:: Your goal ::
Return only those lines of the material that contain "Number".
Entries shown below:
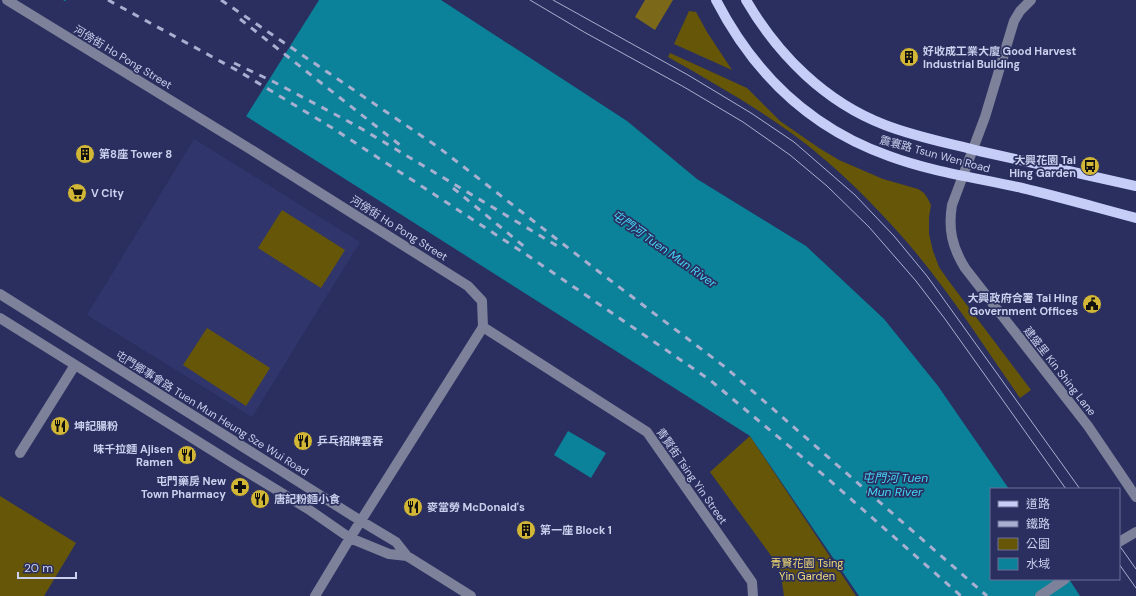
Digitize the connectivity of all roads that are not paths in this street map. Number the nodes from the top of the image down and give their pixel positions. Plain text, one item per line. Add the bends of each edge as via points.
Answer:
1 (7, 0) edge
2 (716, 0) edge
3 (746, 0) edge
4 (1031, 0) edge
5 (973, 149) junction
6 (963, 176) junction
7 (1136, 186) edge
8 (1136, 218) edge
9 (0, 294) edge
10 (0, 318) edge
11 (484, 327) junction
12 (74, 365) junction
13 (20, 453) dead end
14 (1136, 497) edge
15 (361, 521) junction
16 (1136, 532) edge
17 (350, 538) junction
18 (1120, 541) edge
19 (406, 556) junction
20 (1064, 580) edge
21 (315, 596) edge
22 (471, 596) edge
23 (753, 596) edge
24 (1040, 596) edge

1 - 11 street, 河傍街 Ho Pong Street via 468,286 482,301
2 - 6 main road, 震寰路 Tsun Wen Road via 750,55 779,88 813,116 870,149 890,157
3 - 5 main road, 震寰路 Tsun Wen Road via 782,52 829,94 885,125 925,138
4 - 5 street, 建盛里 Kin Shing Lane via 1020,10 1014,21
5 - 6 street, 建盛里 Kin Shing Lane
5 - 7 main road, 震寰路 Tsun Wen Road
6 - 8 main road, 震寰路 Tsun Wen Road via 1023,188
6 - 14 street, 建盛里 Kin Shing Lane via 950,218 950,231 958,256 1092,431
9 - 15 street, 屯門鄉事會路 Tuen Mun Heung Sze Wui Road
10 - 12 street, 屯門鄉事會路 Tuen Mun Heung Sze Wui Road
11 - 15 street
11 - 23 street, 青賢街 Tsing Yin Street via 647,432 752,582
12 - 13 street
12 - 17 street, 屯門鄉事會路 Tuen Mun Heung Sze Wui Road via 308,508
15 - 17 street
15 - 19 street, 屯門鄉事會路 Tuen Mun Heung Sze Wui Road via 396,542
16 - 18 street
17 - 19 street, 屯門鄉事會路 Tuen Mun Heung Sze Wui Road via 389,554
17 - 21 street
19 - 22 street, 屯門鄉事會路 Tuen Mun Heung Sze Wui Road
20 - 24 street

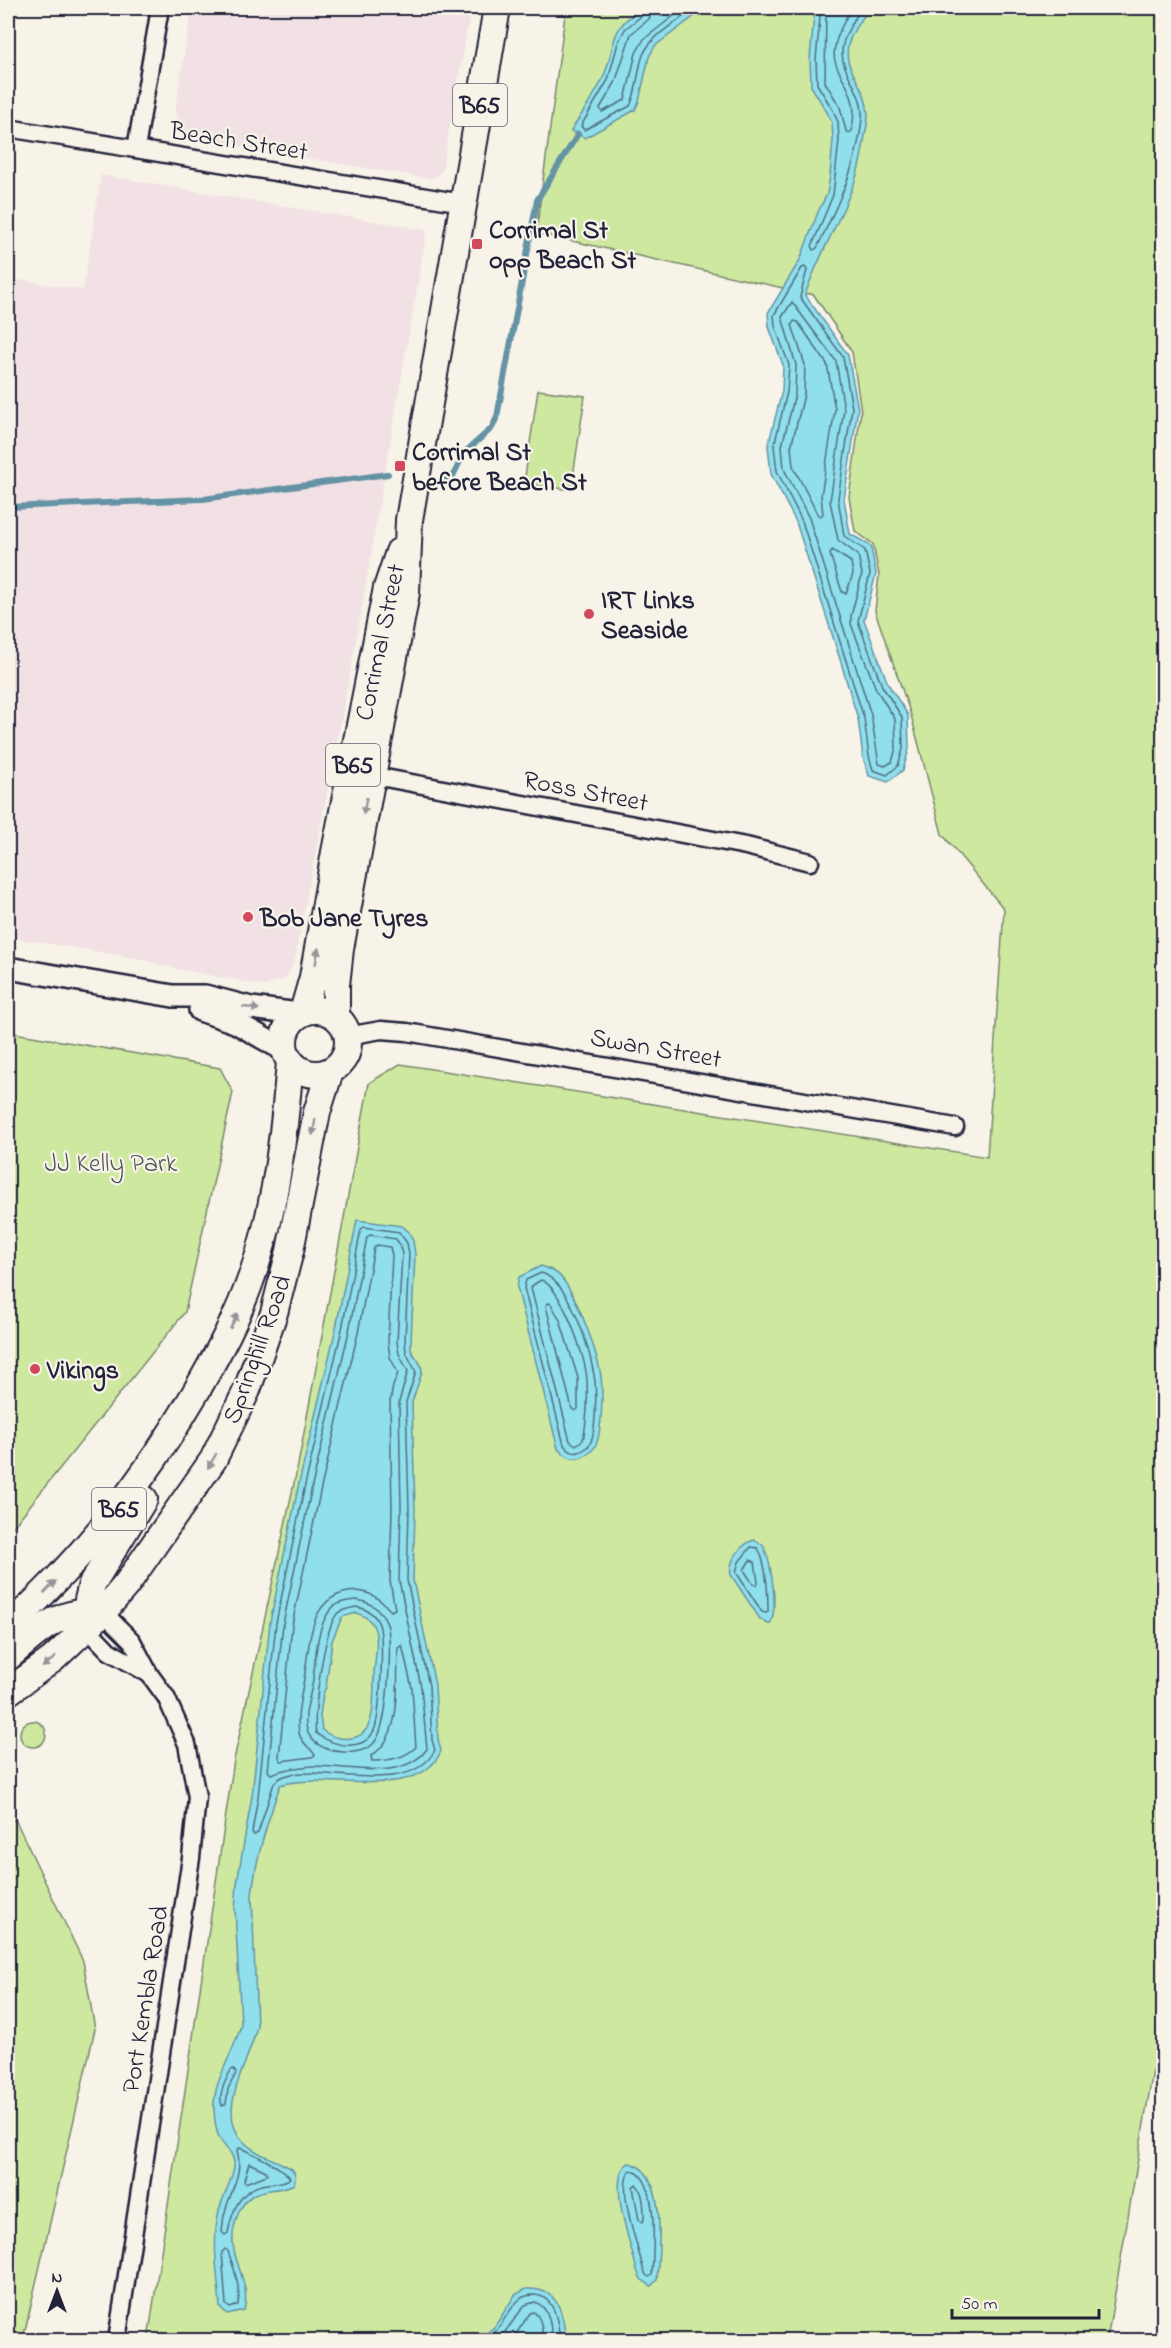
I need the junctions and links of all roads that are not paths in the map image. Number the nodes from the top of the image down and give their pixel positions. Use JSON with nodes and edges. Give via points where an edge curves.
End of Entries shown.
:: Your solution ::
Digitize the connectivity of all roads that are not paths in this street map. Number the nodes from the top of the image down and give their pixel positions. Plain text, one item per line. Add the bends of each edge as via points.
I need the junctions and links of all roads that are not paths in the map image. Number the nodes from the top of the image down and give their pixel positions. Use JSON with nodes and edges. Give via points where an edge curves.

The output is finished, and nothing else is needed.